One year ago, Israeli Prime Minister Benjamin Netanyahu swallowed hard and made a decision that most Israelis understood was unpalatable but necessary: trading 1,027 imprisoned terrorists to Hamas in exchange for the release of kidnapped soldier Gilad Shalit. On the anniversary of the unsightly deal, Hamas is still bragging about the ransom it exacted from Israel and promising to kidnap more Jews. As Haaretz reports, Hamas is celebrating not just with its boasts and threats but also by releasing a video about Shalit’s capture and imprisonment. The Israel Defense Forces has been on its guard since Shalit’s capture in 2006 but each cross-border raid from Gaza as well as those that have come via Sinai in the last year have had as their goal the creation of more Gilad Shalit dilemmas for Netanyahu.

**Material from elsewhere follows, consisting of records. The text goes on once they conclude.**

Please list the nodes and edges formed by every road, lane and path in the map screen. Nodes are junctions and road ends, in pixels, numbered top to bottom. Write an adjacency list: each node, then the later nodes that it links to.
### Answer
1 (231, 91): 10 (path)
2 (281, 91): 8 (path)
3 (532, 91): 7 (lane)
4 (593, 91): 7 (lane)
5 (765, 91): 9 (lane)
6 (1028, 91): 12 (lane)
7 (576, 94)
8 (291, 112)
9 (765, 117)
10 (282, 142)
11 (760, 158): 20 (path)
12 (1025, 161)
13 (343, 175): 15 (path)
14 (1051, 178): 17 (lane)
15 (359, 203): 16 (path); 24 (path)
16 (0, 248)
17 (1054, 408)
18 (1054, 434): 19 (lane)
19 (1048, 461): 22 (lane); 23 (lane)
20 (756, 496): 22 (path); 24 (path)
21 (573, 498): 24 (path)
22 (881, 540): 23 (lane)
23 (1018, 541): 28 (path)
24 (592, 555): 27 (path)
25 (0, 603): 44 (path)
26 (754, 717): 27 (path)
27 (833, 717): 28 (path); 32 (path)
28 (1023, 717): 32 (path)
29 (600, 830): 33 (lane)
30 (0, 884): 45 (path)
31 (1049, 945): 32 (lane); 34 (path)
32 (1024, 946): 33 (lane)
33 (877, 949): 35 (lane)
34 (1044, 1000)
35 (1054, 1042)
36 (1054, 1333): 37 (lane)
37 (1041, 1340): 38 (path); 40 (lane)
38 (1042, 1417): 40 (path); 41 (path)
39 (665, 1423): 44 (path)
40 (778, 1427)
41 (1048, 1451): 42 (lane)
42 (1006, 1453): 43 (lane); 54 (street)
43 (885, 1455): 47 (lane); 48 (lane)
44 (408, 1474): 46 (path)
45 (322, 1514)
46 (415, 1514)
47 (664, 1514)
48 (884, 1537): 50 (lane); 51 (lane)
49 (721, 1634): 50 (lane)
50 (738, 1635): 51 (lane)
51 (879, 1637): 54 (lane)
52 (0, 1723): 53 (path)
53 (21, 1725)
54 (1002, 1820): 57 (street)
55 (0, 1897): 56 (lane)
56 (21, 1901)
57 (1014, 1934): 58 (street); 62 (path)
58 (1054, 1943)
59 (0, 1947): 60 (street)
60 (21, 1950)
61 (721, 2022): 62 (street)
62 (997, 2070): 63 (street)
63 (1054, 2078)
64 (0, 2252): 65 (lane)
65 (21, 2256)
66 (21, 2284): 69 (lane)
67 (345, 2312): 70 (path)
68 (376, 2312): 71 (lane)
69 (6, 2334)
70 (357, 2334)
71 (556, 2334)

In some quarters, this might revive the debate about the wisdom of Netanyahu’s choice that, as his critics pointed out at the time, certainly enhanced the prestige of Hamas and strengthened their grip on Palestinian public opinion. Even if Netanyahu could never have willingly consigned a conscript like Shalit to unending imprisonment or death, those arguments were correct as far as they went. But the real reason to revisit the Shalit episode is not to second-guess the deal but to get a better understanding of Palestinian political culture and the slim chances for peace.
The point of Hamas’s chest-thumping 12 months after the Shalit deal is not to twit Netanyahu. As much as many serious thinkers bewailed the ransom, bringing Shalit home to his family only enhanced his popularity. Any reminder of this tough decision actually helps the prime minister as he prepares for a re-election campaign in which the opposition has no credible opponent for the country’s leadership.
What Hamas is doing with its histrionics is to puff its own reputation on the Palestinian street. With the prestige of its Fatah rivals on the decline and the Palestinian Authority seen as a bankrupt and corrupt failed state in the making, Hamas looks to remind ordinary Palestinians that they have done what Mahmoud Abbas cannot do: humiliate Israel and inflict pain and suffering on the Jewish people. Indeed, with Hamas being challenged by even more radical Islamist groups such as Islamic Jihad and other splinter groups, Gaza’s rulers see their key to popularity in reinforcing their image as the tormenters of Israel.
This is important not just because it makes the reliance placed on Abbas and the PA by both Israel and the West look like a shaky proposition but also because it highlights what is still the key to winning the hearts and minds of the Palestinian street: anti-Jewish violence.
The competition between Hamas and Fatah is seen not just in their on-again, off-again attempts to form a unity government but in the way the two churn out anti-Semitic invective in their official media and broadcast outlets.
What friends of Israel ought to remember most about the Shalit deal was not so much the horror of murderers being released by Israel to the consternation of the families of terror victims but the joyous welcome that those who killed without mercy received when they returned to Gaza.
So long as Palestinian groups can only curry favor with their people by boasting of killing or kidnapping Jews rather than by trying to give them a better life (something a genuine moderate like PA Prime Minister Salam Fayyad knows only too well), talk about peace between Israelis and Palestinians is futile. That is something the majority of Israelis have come to understand and is one of the reasons why Netanyahu is an overwhelming favorite for re-election. It is to be hoped that this is also a lesson that either Barack Obama or Mitt Romney will take to heart if they are tempted next year to begin another campaign of pressure against Israel to make concessions to Palestinians who have no interest in peace.